Sorry about your aspartame headache. I recently read more about aspartame and it scares me how much I consumed for so many years; as much- and often more than Crystal. I wish someone had told me it breaks down into formaldehyde and mutates your brain cells, pickles your liver and all that awful stuff, I would have stopped much sooner. I stopped last year after learning that one can't heal from Fibromyalgia while still consuming aspartame and/or MSG, and now when I want it I just have a Blue Sky cola. (expensive, but I drink them like once a month).

Whew that comment was long. Sorry :P

erica said...

Oh yeah, in our storage box we have (besides food) a camping stove and extra case of propane for it, a propane lantern and four extra propanes plus about a thousand extra mantles (W accidentally bought an entire box instead of one from the box), plus water proof matches, a food mill bought especially for emergencies/camping, and good lord I'm not sure what else. :)

Anonymous said...

i really dont have a emergency box but i may think in making one, we never now when you can need it.

i cant drink diet soda or i will be in a mother headache for days.

Dori said...

Erica - I have also been a little preparedness minded. A little more so as I read more about ways to become so. I like the acopolypse chow book. A food mill esp for camping?! I have never heard of this.

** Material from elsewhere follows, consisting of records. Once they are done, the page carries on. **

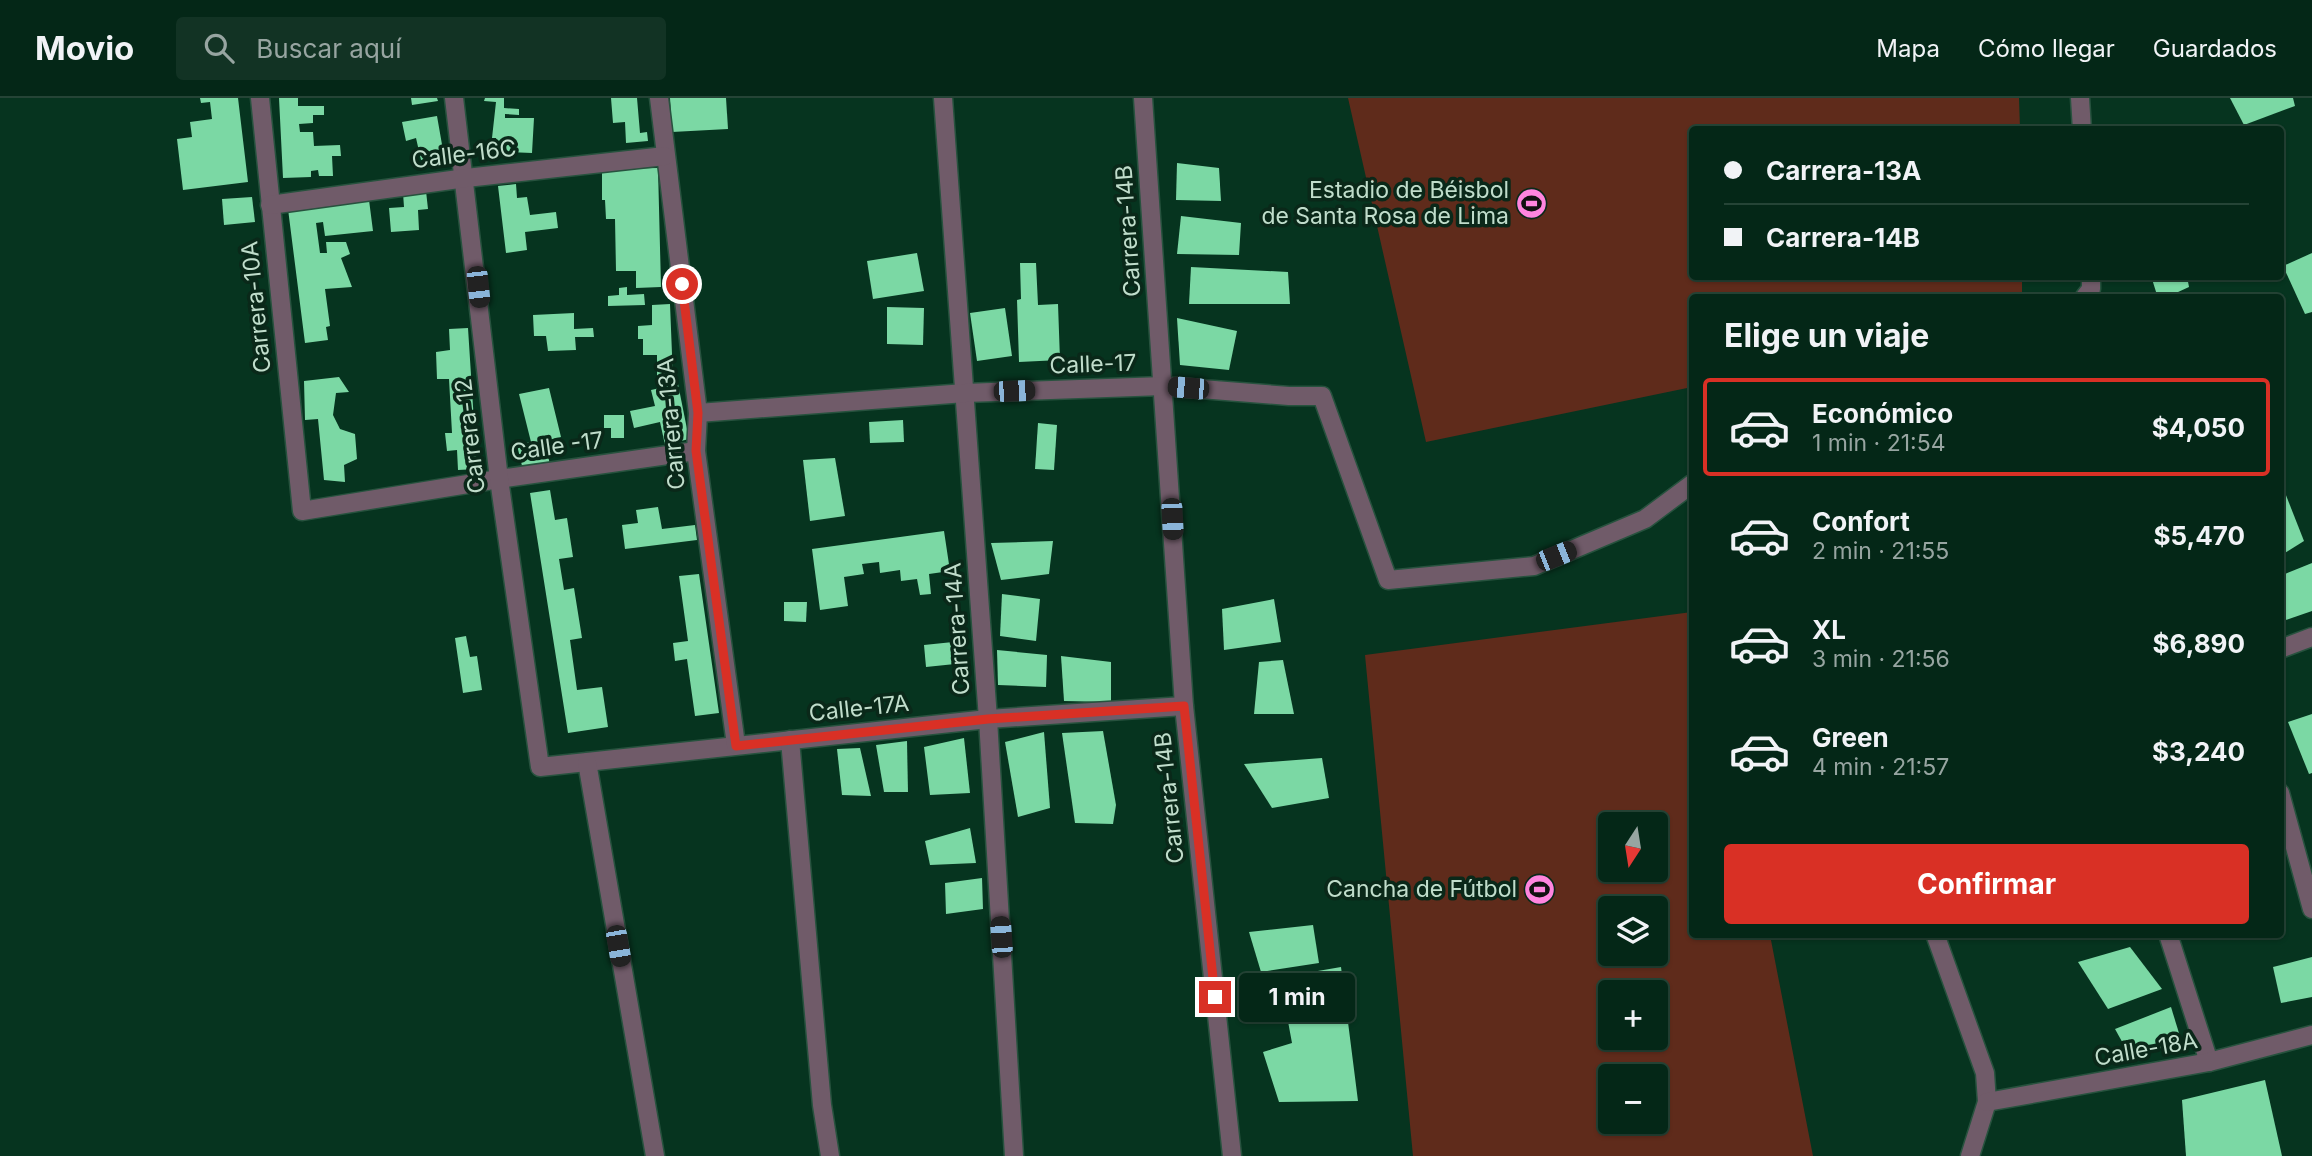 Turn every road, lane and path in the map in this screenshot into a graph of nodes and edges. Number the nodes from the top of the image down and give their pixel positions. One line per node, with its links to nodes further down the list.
1 (260, 98): 10 (street, Carrera-10A)
2 (454, 98): 9 (street, Carrera-12)
3 (659, 98): 8 (street, Carrera-13A)
4 (943, 98): 12 (street, Carrera-14A)
5 (1143, 98): 11 (street, Carrera-14B)
6 (2080, 98): 7 (street)
7 (2082, 126)
8 (665, 156): 9 (street, Calle-16C); 13 (street, Carrera-13A)
9 (466, 178): 10 (street, Calle-16C); 15 (street, Carrera-12)
10 (270, 205): 17 (street, Carrera-10A)
11 (1163, 386): 12 (street, Calle-17); 16 (street, Calle-17); 20 (street, Carrera-14B)
12 (965, 393): 13 (street, Calle-17); 21 (street, Carrera-14A)
13 (698, 413): 14 (street, Carrera-13A)
14 (696, 451): 15 (street, Calle -17); 23 (street, Carrera-13A)
15 (499, 479): 17 (street, Calle -17); 25 (street, Carrera-12)
16 (1689, 486)
17 (302, 511)
18 (2312, 637): 19 (street)
19 (2284, 648)
20 (1184, 706): 21 (street, Calle-17A); 36 (street, Carrera-14B)
21 (988, 719): 22 (street, Calle-17A); 35 (street, Carrera-14A)
22 (790, 740): 23 (street, Calle-17A); 34 (street)
23 (736, 746): 24 (street, Calle-17A)
24 (587, 762): 25 (street, Calle-17A); 33 (street)
25 (540, 767)
26 (2284, 808): 27 (street)
27 (2312, 909)
28 (1936, 938): 32 (street)
29 (2169, 938): 31 (street)
30 (2312, 1035): 31 (street, Calle-18A)
31 (2209, 1062): 32 (street, Calle-18A)
32 (1987, 1102): 37 (street)
33 (654, 1156)
34 (830, 1156)
35 (1014, 1156)
36 (1232, 1156)
37 (1970, 1156) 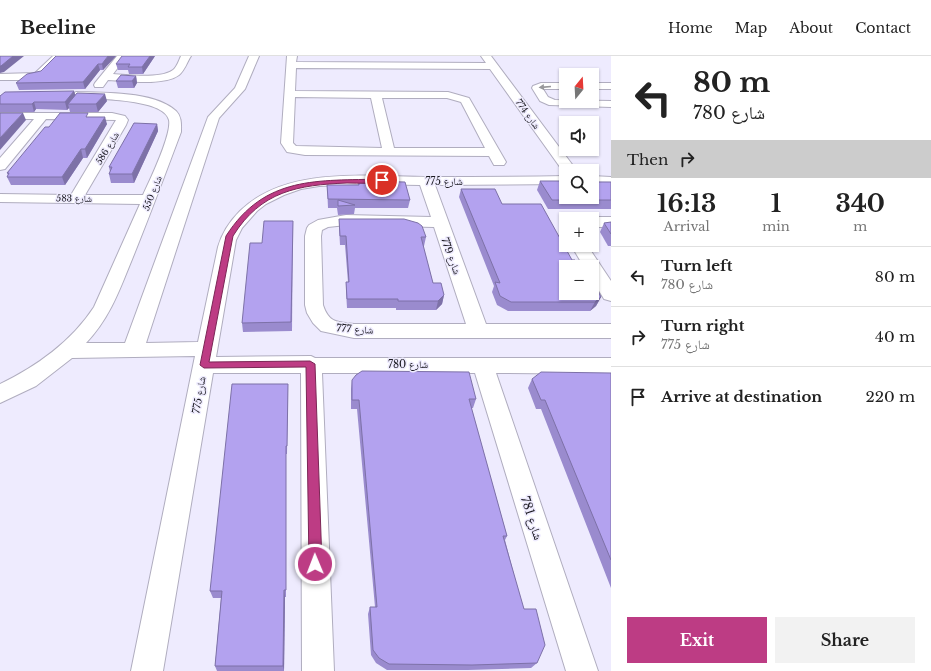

We used to be experts at camping when the kids were younger. We had three tents. The "master" tent had two rooms, a dressing room in the front and the "master" bedroom in the back. We had a canopy that we put up so that our tent and our children's tents up so that we would get out of the tent and have a nice living room to stay dry under even if it had rained. We still have our campstove and porta potty along with the cheapo dishes that we used. So these things would also be in my "emergency" box. Actually we hope to camp a bit more this summer (without the teens who wouldn't really want to go anyway).

We should probably get some propane tanks for the cookstove, I don't think we have anymore of these.